Pour le Sgen Cfdt « sortir du sous-investissement dans la reconnaissance des personnels implique pour le Sgen- CFDT une loi de programmation pluriannuelle pour revaloriser les rémunérations des agents. Mais cette reconnaissance doit passer aussi par un changement de paradigme en terme de gestion humaine. Il est nécessaire de mieux considérer les agents, reconnaître leur expertise professionnelle, leur reconnaître une autonomie au travail pour construire au plus près des réalités locales les solutions pour mieux faire réussir tous les élèves ».
Pour le Se Unsa, » La priorité, c’est la nécessité de travailler à la réconciliation des personnels avec leur institution. Pour le SE-Unsa, il faut une rupture nette avec la méthode politique de la rue de Grenelle de ces cinq dernières années. Les personnels ne veulent plus subir, ni vivre au rythme d’incessantes annonces médiatiques qui nient la réalité, simplifient la complexité de leurs missions et placent les professionnels qu’ils sont dans un insupportable porte-à-faux ». Le Se Unsa pointe encore deux priorités : » Le premier défi, c’est la crise de l’attractivité. Après des difficultés plus importantes que d’habitude en septembre 2021, la rituelle rentrée « techniquement » réussie » est sérieusement menacée pour septembre 2022… Le second défi, c’est la réussite de l’école inclusive. Il n’est plus possible de laisser les professionnels seuls, entre culpabilité et épuisement, et des élèves et des classes en panne, voire en souffrance ».
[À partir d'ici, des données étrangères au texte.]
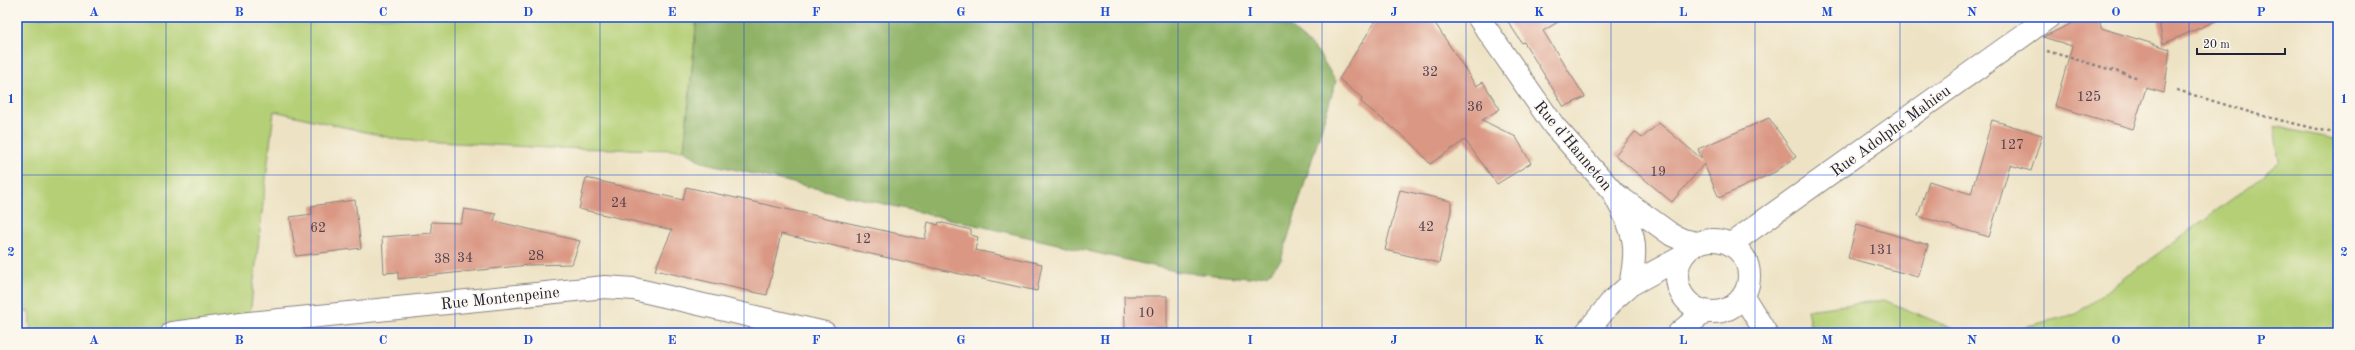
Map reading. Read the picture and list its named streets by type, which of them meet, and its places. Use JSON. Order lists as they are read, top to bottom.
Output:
{
  "streets": {
    "street": ["Rue Adolphe Mahieu", "Rue d'Hanneton", "Rue Montenpeine"]
  },
  "crossings": [
    ["Rue Adolphe Mahieu", "Rue d'Hanneton"]
  ],
  "house_numbers": [
    "32",
    "125",
    "36",
    "127",
    "19",
    "24",
    "42",
    "62",
    "12",
    "131",
    "28",
    "34",
    "38",
    "10"
  ],
  "scale_bar": "20 m",
  "grid": {
    "columns": [
      "A",
      "B",
      "C",
      "D",
      "E",
      "F",
      "G",
      "H",
      "I",
      "J",
      "K",
      "L",
      "M",
      "N",
      "O",
      "P"
    ],
    "rows": ["1", "2"]
  }
}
Pour Sud, « la nomination de Pap Ndiaye est un désaveu des aspects les plus réactionnaires et nauséabonds de la politique menée par Jean-Michel Blanquer. Néanmoins le programme de Macron en matière d’éducation continue de laisser craindre le pire avec la casse du lycée professionnel, l’accroissement de l’autonomie des établissements et la remise en cause des obligations réglementaires de service… Le nouveau ministre doit prendre ses responsabilités et envoyer un signal d’apaisement aux personnels en mettant fin sans délai à la répression qui s’abat sur les enseignant·es de l’école Pasteur de Saint-Denis ainsi que sur les 2 CPE du collège Victor Hugo de Nantes. Enfin, l’abrogation des contre-réformes Blanquer (réformes des lycées et du bac, Parcours sup’ et loi Rilhac) doit être une priorité du nouveau ministre ».
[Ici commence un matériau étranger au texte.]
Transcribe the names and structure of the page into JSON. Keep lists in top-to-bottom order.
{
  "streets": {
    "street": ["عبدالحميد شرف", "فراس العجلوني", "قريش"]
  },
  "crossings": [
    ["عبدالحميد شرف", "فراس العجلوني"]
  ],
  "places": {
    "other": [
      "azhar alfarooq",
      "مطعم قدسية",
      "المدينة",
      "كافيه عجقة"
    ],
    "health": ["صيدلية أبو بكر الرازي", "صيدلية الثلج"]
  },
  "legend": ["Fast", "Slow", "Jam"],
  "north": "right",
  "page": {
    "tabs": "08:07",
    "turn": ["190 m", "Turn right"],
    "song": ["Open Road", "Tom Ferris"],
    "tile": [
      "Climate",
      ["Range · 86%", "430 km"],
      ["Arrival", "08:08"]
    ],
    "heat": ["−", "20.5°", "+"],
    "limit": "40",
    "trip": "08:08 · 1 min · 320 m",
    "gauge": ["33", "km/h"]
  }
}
Dans l’enseignement professionnel, une priorité pour E Macron, le Snuep Fsu va a contre courant de la politique présidentielle. « Les lycées professionnels, fortement fragilisés par la Transformation imposée par J.-M. Blanquer, doivent bénéficier d’une politique éducative renforcée et volontariste permettant à tout∙es les élèves d’accéder à un diplôme dans des conditions d’études satisfaisantes. Pour cela, il est indispensable de rompre immédiatement avec la volonté d’imposer l’apprentissage dans les classes, d’abroger la Transformation de la voie professionnelle et donc de supprimer les familles de métiers et les gadgets pédagogiques (chefs-d’œuvre, co-intervention et accompagnement imposés). Il faut en finir avec le dogme libéral des compétences et renforcer les diplômes en les certifiant par des épreuves ponctuelles terminales ».